→ **To do**: The records must be duplicated exactly, with every picture left out.

Dataset records
# # # # #

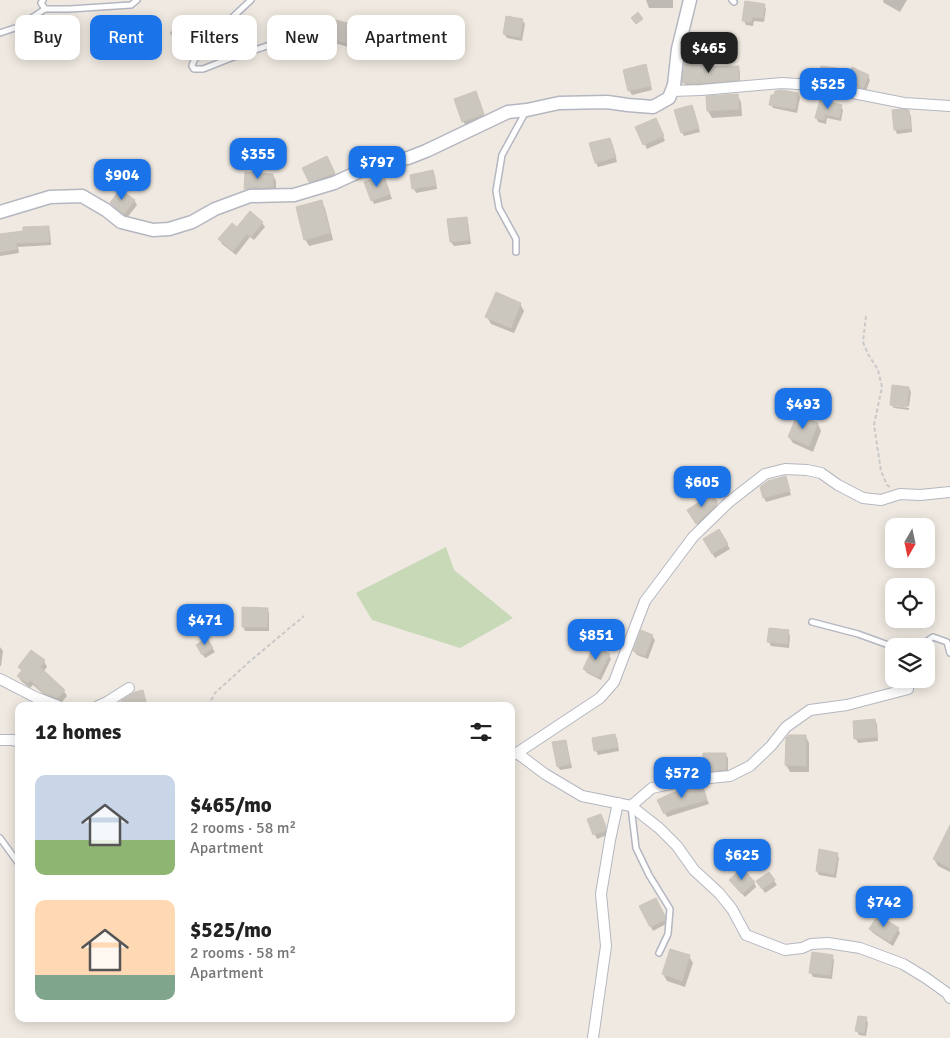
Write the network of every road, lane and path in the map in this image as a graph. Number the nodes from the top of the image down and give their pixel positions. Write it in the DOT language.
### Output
graph roads {
  1 [pos="43,0"];
  2 [pos="137,0"];
  3 [pos="251,0"];
  4 [pos="690,0"];
  5 [pos="45,9"];
  6 [pos="0,33"];
  7 [pos="267,46"];
  8 [pos="672,91"];
  9 [pos="950,106"];
  10 [pos="527,110"];
  11 [pos="0,212"];
  12 [pos="516,252"];
  13 [pos="866,316"];
  14 [pos="950,492"];
  15 [pos="900,494"];
  16 [pos="304,616"];
  17 [pos="812,622"];
  18 [pos="932,638"];
  19 [pos="885,644"];
  20 [pos="950,653"];
  21 [pos="0,679"];
  22 [pos="129,688"];
  23 [pos="908,689"];
  24 [pos="48,702"];
  25 [pos="106,702"];
  26 [pos="210,702"];
  27 [pos="0,740"];
  28 [pos="15,741"];
  29 [pos="515,754"];
  30 [pos="515,756"];
  31 [pos="618,803"];
  32 [pos="630,806"];
  33 [pos="0,838"];
  34 [pos="15,859"];
  35 [pos="659,953"];
  36 [pos="950,998"];
  37 [pos="593,1038"];
  1 -- 5 [label="lane"];
  2 -- 5 [label="lane"];
  3 -- 7 [label="lane"];
  4 -- 8 [label="street"];
  5 -- 6 [label="lane"];
  8 -- 9 [label="street"];
  8 -- 10 [label="street"];
  10 -- 11 [label="street"];
  10 -- 12 [label="lane"];
  13 -- 15 [label="path"];
  14 -- 15 [label="street"];
  15 -- 29 [label="street"];
  16 -- 26 [label="path"];
  17 -- 19 [label="lane"];
  18 -- 20 [label="lane"];
  21 -- 24 [label="street"];
  22 -- 25 [label="street"];
  23 -- 32 [label="street"];
  27 -- 28 [label="street"];
  30 -- 31 [label="street"];
  31 -- 32 [label="street"];
  31 -- 37 [label="street"];
  32 -- 35 [label="lane"];
  32 -- 36 [label="street"];
  33 -- 34 [label="lane"];
}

# # # # #

→ **Your solution**:
Write the network of every road, lane and path in the map in this image as a graph. Number the nodes from the top of the image down and give their pixel positions. Write it in the DOT language.
### Output
graph roads {
  1 [pos="43,0"];
  2 [pos="137,0"];
  3 [pos="251,0"];
  4 [pos="690,0"];
  5 [pos="45,9"];
  6 [pos="0,33"];
  7 [pos="267,46"];
  8 [pos="672,91"];
  9 [pos="950,106"];
  10 [pos="527,110"];
  11 [pos="0,212"];
  12 [pos="516,252"];
  13 [pos="866,316"];
  14 [pos="950,492"];
  15 [pos="900,494"];
  16 [pos="304,616"];
  17 [pos="812,622"];
  18 [pos="932,638"];
  19 [pos="885,644"];
  20 [pos="950,653"];
  21 [pos="0,679"];
  22 [pos="129,688"];
  23 [pos="908,689"];
  24 [pos="48,702"];
  25 [pos="106,702"];
  26 [pos="210,702"];
  27 [pos="0,740"];
  28 [pos="15,741"];
  29 [pos="515,754"];
  30 [pos="515,756"];
  31 [pos="618,803"];
  32 [pos="630,806"];
  33 [pos="0,838"];
  34 [pos="15,859"];
  35 [pos="659,953"];
  36 [pos="950,998"];
  37 [pos="593,1038"];
  1 -- 5 [label="lane"];
  2 -- 5 [label="lane"];
  3 -- 7 [label="lane"];
  4 -- 8 [label="street"];
  5 -- 6 [label="lane"];
  8 -- 9 [label="street"];
  8 -- 10 [label="street"];
  10 -- 11 [label="street"];
  10 -- 12 [label="lane"];
  13 -- 15 [label="path"];
  14 -- 15 [label="street"];
  15 -- 29 [label="street"];
  16 -- 26 [label="path"];
  17 -- 19 [label="lane"];
  18 -- 20 [label="lane"];
  21 -- 24 [label="street"];
  22 -- 25 [label="street"];
  23 -- 32 [label="street"];
  27 -- 28 [label="street"];
  30 -- 31 [label="street"];
  31 -- 32 [label="street"];
  31 -- 37 [label="street"];
  32 -- 35 [label="lane"];
  32 -- 36 [label="street"];
  33 -- 34 [label="lane"];
}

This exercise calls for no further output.